L’Amministrazione Penitenziaria assicura lavoro a circa un terzo delle persone detenute, ma si tratta quasi sempre di lavoro poco qualificante, che non sempre fornisce competenze realmente spendibili fuori dalla struttura carceraria, nel mercato del lavoro.. «Già stare in cucina è diverso, perché è un tipo di occupazione che si presta a una rotazione meno frequente, dunque è meglio che chi acquisisce le competenze rimanga in cucina», dice Scandurra.

Poi ci sono lavori per l’Amministrazione Penitenziaria che hanno a che fare con lavorazioni industriali, e questi consentono un grado di specializzazione leggermente superiore. «Esempi molto validi si possono trovare nella struttura di Massa, dove si producono lenzuola e coperte per il carcere. A Sulmona, in cui si lavora alle calzature, e in Sardegna e sull’isola di Gorgona, in cui si svolgono lavorazioni articolate e professionalizzanti in ambito agricolo. Ma coinvolgono numeri contenuti di detenuti, meno di 2mila in tutto», spiega Scandurra.

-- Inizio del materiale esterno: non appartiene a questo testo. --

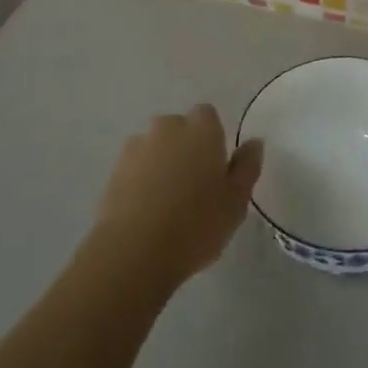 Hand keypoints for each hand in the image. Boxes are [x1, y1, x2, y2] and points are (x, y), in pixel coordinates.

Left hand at [91, 105, 262, 288]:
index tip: (216, 168)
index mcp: (201, 129)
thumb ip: (247, 167)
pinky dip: (140, 181)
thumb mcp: (236, 202)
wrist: (134, 251)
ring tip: (166, 203)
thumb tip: (254, 143)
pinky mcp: (114, 170)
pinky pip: (135, 168)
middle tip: (193, 187)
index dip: (212, 138)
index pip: (208, 116)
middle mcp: (167, 127)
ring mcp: (137, 146)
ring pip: (155, 147)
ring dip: (161, 163)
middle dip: (185, 148)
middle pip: (179, 129)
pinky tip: (146, 212)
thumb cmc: (196, 224) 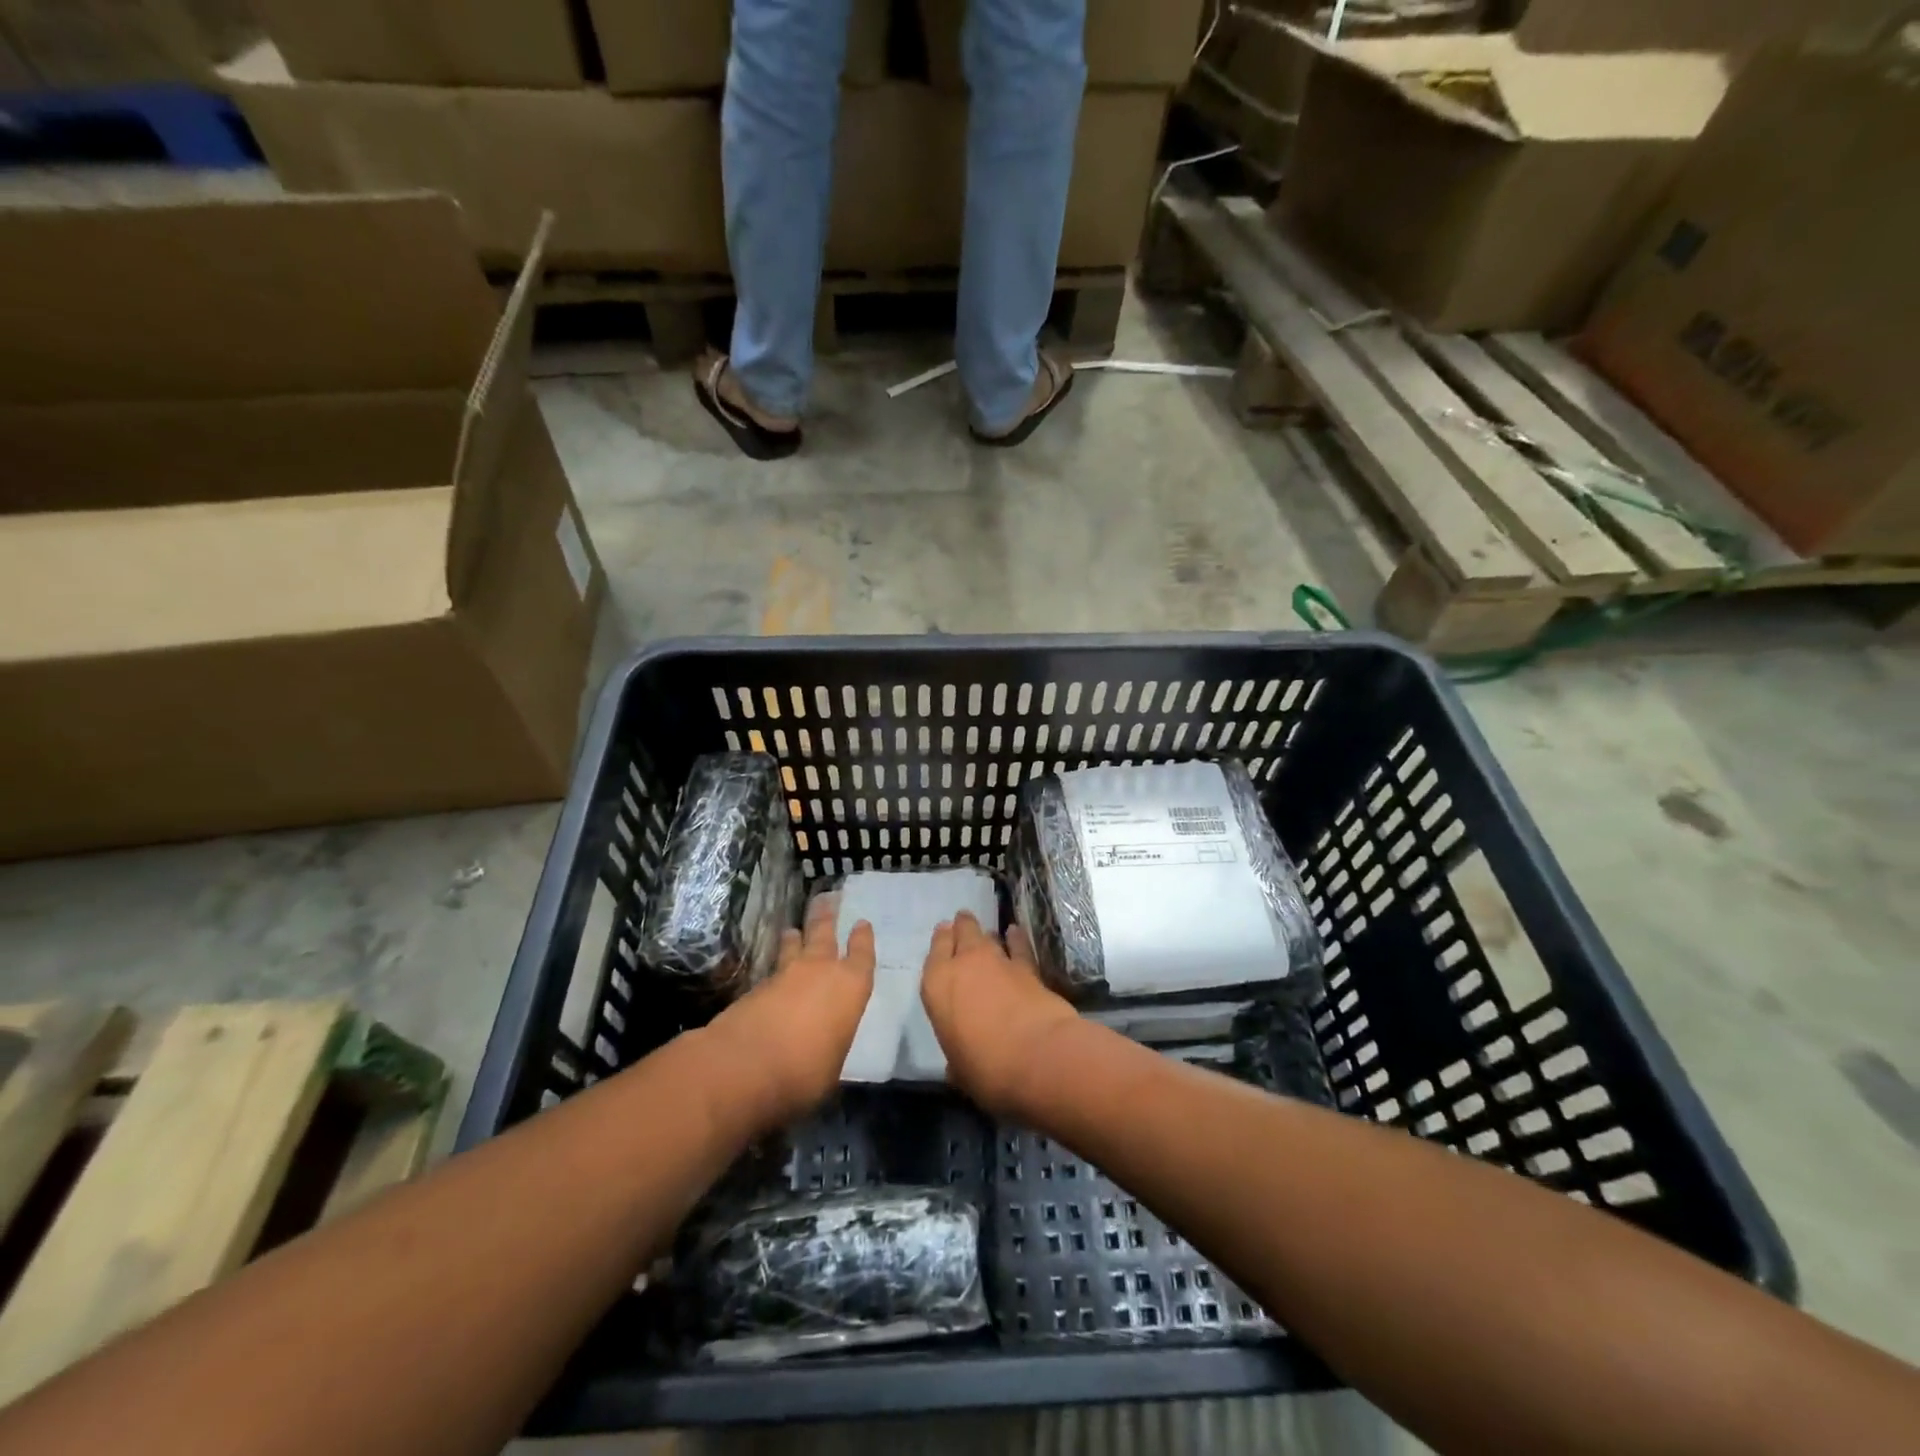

Le aziende private hanno un’incidenza ancora minore statisticamente, ma non sono un’eccezione. E ci sono imprese che hanno obiettivi di solidarietà già nella loro mission. Un caso certamente riuscito è quello di Bee4, impresa sociale che svolge attività volte al reinserimento lavorativo, all’interno della Casa di Reclusione di Milano a Bollate, per offrire opportunità di riscatto a chi è in carcere.

Si tratta di una cooperativa sociale che permette alle persone detenute di saldare mensilmente la quota di mantenimento in carcere, oltre alla possibilità di pagare spese processuali, multe e risarcimenti «e di provvedere al sostentamento proprio e della propria famiglia attraverso una politica di equa e commisurata remunerazione nel pieno rispetto di quanto previsto dal Contratto Collettivo Nazionale del Lavoro applicato alle Cooperative sociali» – si legge nel loro statuto.

Ma non è l’unico caso. La Cooperativa sociale Giotto, con sede a Padova, nata nel 1986 dall’iniziativa di un gruppo di laureati in scienze agrarie e forestali, offre attività che spaziano dalla progettazione, realizzazione e manutenzione del verde ai servizi ambientali, comprese le pulizie civili e industriali, dalle attività di contact center ai servizi amministrativi di back office, dalla gestione di parcheggi ai servizi museali e di portierato, fino all’attività di assemblaggio di prodotti di ogni tipo. L’avventura nel carcere Due Palazzi di Padova è iniziata nel 1991, con un corso di giardinaggio.

In Italia, il tasso di recidiva tra coloro che hanno scontato una pena in carcere è del 68%. Ma le probabilità che si torni a delinquere si abbassano se, durante la detenzione, la persona detenuta ha avuto la possibilità di accedere a corsi di istruzione e formazione e se le viene offerta l’opportunità di lavorare. Per le persone detenute che non svolgono programmi di reinserimento, il tasso di recidiva sfiora il 90%, mentre tra coloro che vengono accolti in un contesto socio-lavorativo scende al 10%.